I'm aware that, for an arbitrary topology $\tau\subset \mathscr{P}[U]$ on a set $U$, the collection $\tau^c$ of closed sets is only guaranteed to be closed under finite union.
In the Zariski topology, does this hold? Or does the Nullstellensatz guarantee that $\tau^c$ is closed under arbitrary union (following the observation that the ideal space is closed under arbitrary intersections)?
The context is a problem which parallels this one:
Let $G[1,n]\times \mathbb{P}^n$ be the product of the Grassmannian $G[1,n]$ and projective $n$-space $\mathbb{P}^n$. To every $g\in G[1,n]$ through the origin, associate the unique $\varphi_g\in \mathbb{P}^n$ satisfying $\varphi_g \in g$. Then, for every such $g$ there is a unique element $\alpha_g\;:=\;\big(g,\varphi_g\big)\in G[1,n]\times \mathbb{P}^n$.

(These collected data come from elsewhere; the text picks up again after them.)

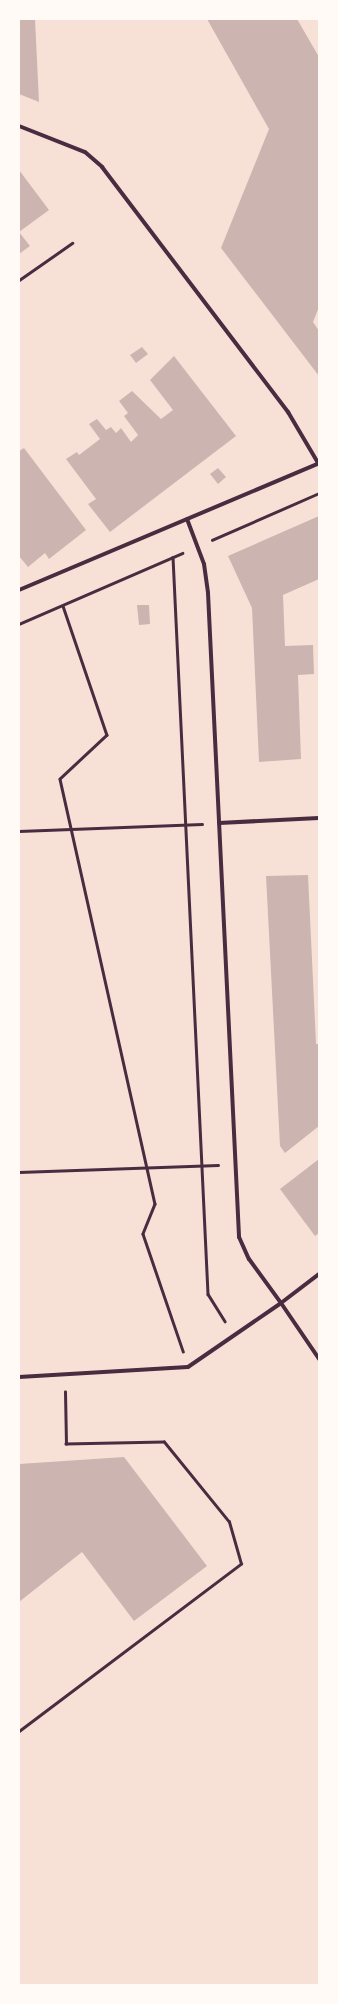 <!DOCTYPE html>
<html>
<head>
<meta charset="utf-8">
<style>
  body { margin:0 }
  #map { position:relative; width:338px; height:2004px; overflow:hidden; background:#f7e1d7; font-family:"DM Sans",sans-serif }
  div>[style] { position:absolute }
  .building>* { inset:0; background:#ccb4b1 }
  .path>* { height:2.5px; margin:-1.25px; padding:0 1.25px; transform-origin:1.25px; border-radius:1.25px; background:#4a2c40 }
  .service>* { height:3px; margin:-1.5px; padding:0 1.5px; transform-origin:1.5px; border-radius:1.5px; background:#4a2c40 }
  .minor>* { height:4px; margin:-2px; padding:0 2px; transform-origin:2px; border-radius:2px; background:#4a2c40 }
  span { translate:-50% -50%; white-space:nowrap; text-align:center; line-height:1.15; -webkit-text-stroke:3px #fffaf5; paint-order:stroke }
  .frame { position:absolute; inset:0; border:20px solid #fffaf5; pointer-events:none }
</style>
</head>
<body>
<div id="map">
  <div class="building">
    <div style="clip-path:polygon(19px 19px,35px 19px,39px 102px,19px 94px)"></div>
    <div style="clip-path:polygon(207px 19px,297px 19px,319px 57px,319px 307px,313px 322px,319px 331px,319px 376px,221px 248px,269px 129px)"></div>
    <div style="clip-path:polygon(19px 170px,49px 210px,19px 232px)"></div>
    <div style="clip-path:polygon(19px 232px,30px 246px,19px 254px)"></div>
    <div style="clip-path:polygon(142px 347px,148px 354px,136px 363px,130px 355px)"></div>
    <div style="clip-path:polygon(174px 356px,236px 436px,110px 532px,88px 504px,96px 499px,66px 459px,77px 452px,79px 455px,100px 439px,89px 424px,97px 419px,106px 430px,111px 427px,116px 433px,121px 428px,131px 442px,138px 435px,124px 416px,128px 413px,119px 401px,132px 391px,161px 419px,173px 410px,150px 380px)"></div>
    <div style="clip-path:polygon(24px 448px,86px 530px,49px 559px,45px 553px,28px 567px,19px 556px,19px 451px)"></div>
    <div style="clip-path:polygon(218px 468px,226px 477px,218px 484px,210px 474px)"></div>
    <div style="clip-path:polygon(319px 516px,319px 579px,283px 595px,285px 646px,313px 645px,314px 674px,298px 675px,301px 759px,259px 762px,252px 608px,228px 556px)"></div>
    <div style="clip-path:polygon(137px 605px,149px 605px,150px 624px,139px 625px)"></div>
    <div style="clip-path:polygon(308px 875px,316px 1044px,319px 1044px,319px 1126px,285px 1153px,280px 1146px,266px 876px)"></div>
    <div style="clip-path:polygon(319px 1159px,319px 1233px,315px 1236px,280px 1189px)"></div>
    <div style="clip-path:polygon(124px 1457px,207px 1566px,134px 1621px,82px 1552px,19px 1602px,19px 1464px)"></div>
  </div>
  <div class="path">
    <div style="left:212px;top:540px;width:117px;rotate:-23.7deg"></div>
    <div style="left:173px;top:557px;width:738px;rotate:87.28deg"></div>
    <div style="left:208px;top:1294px;width:32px;rotate:58deg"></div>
    <div style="left:63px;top:606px;width:136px;rotate:71.2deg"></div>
    <div style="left:107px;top:735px;width:64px;rotate:136.9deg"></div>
    <div style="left:60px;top:779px;width:435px;rotate:77.4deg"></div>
    <div style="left:155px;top:1204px;width:32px;rotate:112deg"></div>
    <div style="left:143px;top:1234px;width:124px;rotate:71.1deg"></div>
    <div style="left:19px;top:624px;width:178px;rotate:-23.5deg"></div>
    <div style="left:19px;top:831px;width:183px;rotate:-2.2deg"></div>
    <div style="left:19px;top:1172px;width:199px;rotate:-2deg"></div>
    <div style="left:19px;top:1731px;width:278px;rotate:-37deg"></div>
    <div style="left:241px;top:1564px;width:44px;rotate:-105.9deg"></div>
    <div style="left:229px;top:1522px;width:103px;rotate:-129.1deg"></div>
    <div style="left:164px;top:1442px;width:98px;rotate:178.8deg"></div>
    <div style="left:66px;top:1444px;width:52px;rotate:-91.1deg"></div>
  </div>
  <div class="service">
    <div style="left:19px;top:280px;width:65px;rotate:-34.9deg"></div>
  </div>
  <div class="minor">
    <div style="left:19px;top:126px;width:71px;rotate:21.5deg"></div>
    <div style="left:85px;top:152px;width:23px;rotate:41deg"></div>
    <div style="left:102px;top:167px;width:308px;rotate:52.8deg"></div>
    <div style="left:288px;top:412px;width:59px;rotate:59.5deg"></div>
    <div style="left:187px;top:519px;width:48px;rotate:69.3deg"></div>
    <div style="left:204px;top:564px;width:29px;rotate:82deg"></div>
    <div style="left:208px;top:593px;width:645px;rotate:87.24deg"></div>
    <div style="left:239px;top:1237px;width:24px;rotate:66deg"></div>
    <div style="left:249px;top:1259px;width:54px;rotate:54deg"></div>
    <div style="left:281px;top:1303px;width:48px;rotate:-37.3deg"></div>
    <div style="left:19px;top:590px;width:326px;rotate:-22.9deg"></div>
    <div style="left:219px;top:823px;width:100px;rotate:-2.9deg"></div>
    <div style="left:19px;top:1377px;width:169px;rotate:-3.4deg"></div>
    <div style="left:188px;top:1367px;width:113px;rotate:-34.5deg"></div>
    <div style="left:281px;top:1303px;width:68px;rotate:55.8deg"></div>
  </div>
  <div class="frame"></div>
</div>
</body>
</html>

Fix $g\in G[1,n]$, then the projection map
$$\big\{g\big\}\times \mathbb{P}^n\overset{p_2}{\longrightarrow} \mathbb{P}^n$$ is a homeomorphism onto its image. For every $g$, $\{\varphi_g\}$ is a closed subset of $\mathbb{P}^n$, so that $p_2^{-1}[\varphi_g]\;=\;\alpha_g$ is closed in the product topology.
Let $L\subset G[1,n]$, then, there is a closed $V\subset G[1,n]\times \mathbb{P}^n$ containing (the preimage of) $L$ which is given by
$$V\;=\;\bigcup_{\ell\in L}\alpha_\ell$$
If the Zariski topology is closed under arbitrary unions, then the argument runs without problem. Otherwise, this is only true when $L$ is countable.
So, is this true?